Cambridge Conversations: Transforming children's healthcare through genomics, mind-body research and treatment
Cambridge Conversations: Transforming children's healthcare through genomics, mind-body research and treatment
A child’s illness affects their whole life, and their whole being. At Cambridge, our researchers and clinicians are working to ensure that disease is diagnosed accurately and early, and, better still, avoided altogether. Enabled by the world’s largest public health service, Cambridge studies on a grand scale are leading to breakthroughs in genomic testing and treatment, even before a child is born. Early intervention across diseases of the mind and body ensures the best outcomes for children and young people. We cannot separate mental and physical health, nor can we treat one without the other. As our pre-eminent research teams collaborate for children’s health and wellbeing, they are also using their expertise to plan the new Cambridge Children’s Hospital — a world-first centre, with research at its heart and the mission to improve physical and mental health of children and young people everywhere.
The Vice-Chancellor, Professor Stephen J Toope, was in conversation with Professor David Rowitch, neurobiologist and Head of Paediatrics, and Tamsin Ford CBE, Professor of Child and Adolescent Psychiatry. Together they will discuss recent developments in the prevention, diagnosis and treatment of children’s illness, and the impact of integrating mental and physical healthcare.
Speakers
Professor Stephen J Toope (Trinity 1983)
Professor Stephen J Toope OC, LL.D. is 346th Vice-Chancellor of the University of Cambridge, the first non-UK national to hold the post. He was Director of the Munk School of Global Affairs at the University of Toronto, and President, the University of British Columbia. A former Dean of Law, McGill University, Toope was also Chair of the United Nations Working Group on Enforced and Involuntary Disappearances.
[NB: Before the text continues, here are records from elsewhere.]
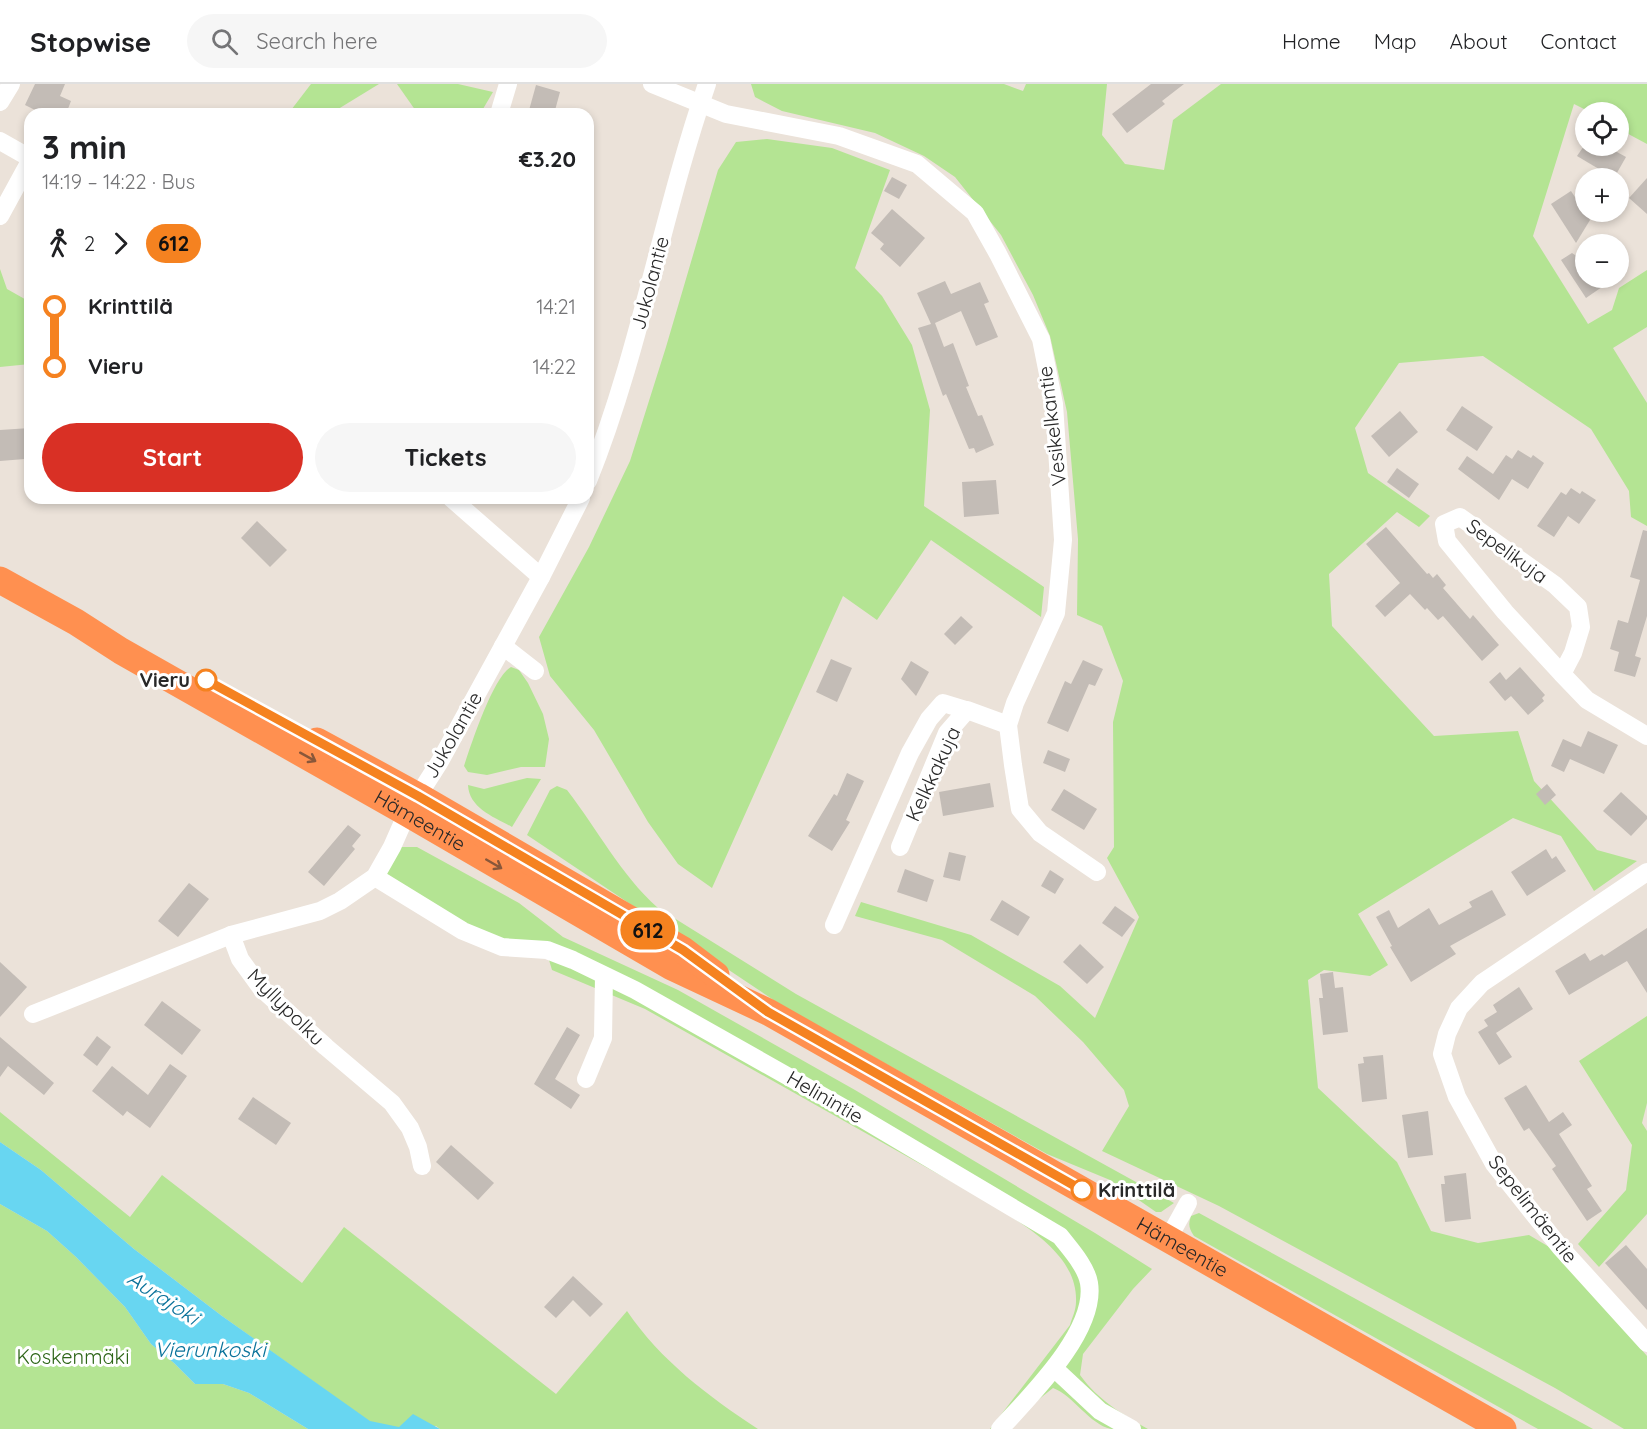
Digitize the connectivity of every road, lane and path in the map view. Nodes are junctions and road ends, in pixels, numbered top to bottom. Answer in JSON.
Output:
{"nodes":[{"id":1,"x":11,"y":84,"type":"edge"},
{"id":2,"x":508,"y":84,"type":"edge"},
{"id":3,"x":652,"y":84,"type":"edge"},
{"id":4,"x":707,"y":84,"type":"edge"},
{"id":5,"x":0,"y":102,"type":"edge"},
{"id":6,"x":700,"y":105,"type":"junction"},
{"id":7,"x":501,"y":108,"type":"edge"},
{"id":8,"x":0,"y":141,"type":"edge"},
{"id":9,"x":24,"y":156,"type":"edge"},
{"id":10,"x":24,"y":171,"type":"edge"},
{"id":11,"x":0,"y":216,"type":"edge"},
{"id":12,"x":594,"y":466,"type":"edge"},
{"id":13,"x":458,"y":504,"type":"edge"},
{"id":14,"x":578,"y":504,"type":"edge"},
{"id":15,"x":541,"y":577,"type":"junction"},
{"id":16,"x":0,"y":580,"type":"edge"},
{"id":17,"x":503,"y":646,"type":"junction"},
{"id":18,"x":535,"y":671,"type":"dead end"},
{"id":19,"x":1562,"y":674,"type":"junction"},
{"id":20,"x":966,"y":710,"type":"junction"},
{"id":21,"x":1008,"y":725,"type":"junction"},
{"id":22,"x":1647,"y":736,"type":"edge"},
{"id":23,"x":413,"y":804,"type":"junction"},
{"id":24,"x":900,"y":848,"type":"dead end"},
{"id":25,"x":1097,"y":872,"type":"dead end"},
{"id":26,"x":1647,"y":872,"type":"edge"},
{"id":27,"x":375,"y":878,"type":"junction"},
{"id":28,"x":834,"y":925,"type":"dead end"},
{"id":29,"x":231,"y":935,"type":"junction"},
{"id":30,"x":604,"y":976,"type":"junction"},
{"id":31,"x":33,"y":1014,"type":"dead end"},
{"id":32,"x":586,"y":1079,"type":"dead end"},
{"id":33,"x":422,"y":1166,"type":"dead end"},
{"id":34,"x":1188,"y":1203,"type":"dead end"},
{"id":35,"x":1168,"y":1239,"type":"junction"},
{"id":36,"x":1647,"y":1343,"type":"edge"},
{"id":37,"x":1055,"y":1369,"type":"junction"},
{"id":38,"x":1000,"y":1429,"type":"edge"},
{"id":39,"x":1132,"y":1429,"type":"edge"},
{"id":40,"x":1503,"y":1429,"type":"edge"}],
"edges":[{"from":1,"to":5,"type":"street"},
{"from":2,"to":7,"type":"street"},
{"from":3,"to":6,"type":"street","name":"Vesikelkantie"},
{"from":4,"to":6,"type":"street","name":"Jukolantie"},
{"from":6,"to":12,"type":"street","name":"Jukolantie"},
{"from":6,"to":21,"type":"street","name":"Vesikelkantie"},
{"from":8,"to":9,"type":"street"},
{"from":10,"to":11,"type":"street"},
{"from":13,"to":15,"type":"street"},
{"from":14,"to":15,"type":"street","name":"Jukolantie"},
{"from":15,"to":17,"type":"street","name":"Jukolantie"},
{"from":16,"to":23,"type":"highway","name":"Hämeentie"},
{"from":17,"to":18,"type":"street"},
{"from":17,"to":23,"type":"street","name":"Jukolantie"},
{"from":19,"to":19,"type":"street","name":"Sepelikuja"},
{"from":19,"to":22,"type":"street","name":"Sepelikuja"},
{"from":20,"to":21,"type":"street","name":"Kelkkakuja"},
{"from":20,"to":24,"type":"street","name":"Kelkkakuja"},
{"from":20,"to":28,"type":"street"},
{"from":21,"to":25,"type":"street","name":"Vesikelkantie"},
{"from":23,"to":27,"type":"street"},
{"from":23,"to":35,"type":"highway","name":"Hämeentie"},
{"from":26,"to":36,"type":"street","name":"Sepelimäentie"},
{"from":27,"to":29,"type":"street"},
{"from":27,"to":30,"type":"street","name":"Helinintie"},
{"from":29,"to":31,"type":"street"},
{"from":29,"to":33,"type":"street","name":"Myllypolku"},
{"from":30,"to":32,"type":"street"},
{"from":30,"to":37,"type":"street","name":"Helinintie"},
{"from":34,"to":35,"type":"street"},
{"from":35,"to":40,"type":"highway","name":"Hämeentie"},
{"from":37,"to":38,"type":"street","name":"Helinintie"},
{"from":37,"to":39,"type":"street"}]}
Professor Toope publishes in global journals on human rights, international dispute resolution, international environmental law, the use of force, and international legal theory, and has lectured at universities around the world.
His current book project with Professor Jutta Brunnée explores mechanisms and processes fostering stability and change in international law.
Professor Tamsin Ford CBE
Professor Tamsin Ford is an internationally renowned Child Psychiatric Epidemiologist who researches the organisation, delivery, and effectiveness of services and interventions for children and young people’s mental health.
Her work is inherently translational and cross-disciplinary, and focuses on how to promote mental health, prevent mental ill-health and respond effectively to children and young people who are currently struggling. After completing her PhD at the Institute of Psychiatry, Kings College London, she moved to Exeter University Medical School in 2007, where she helped to recruit mental health researchers working across the life-span in addition to developing a thriving Child Mental Health Research Group.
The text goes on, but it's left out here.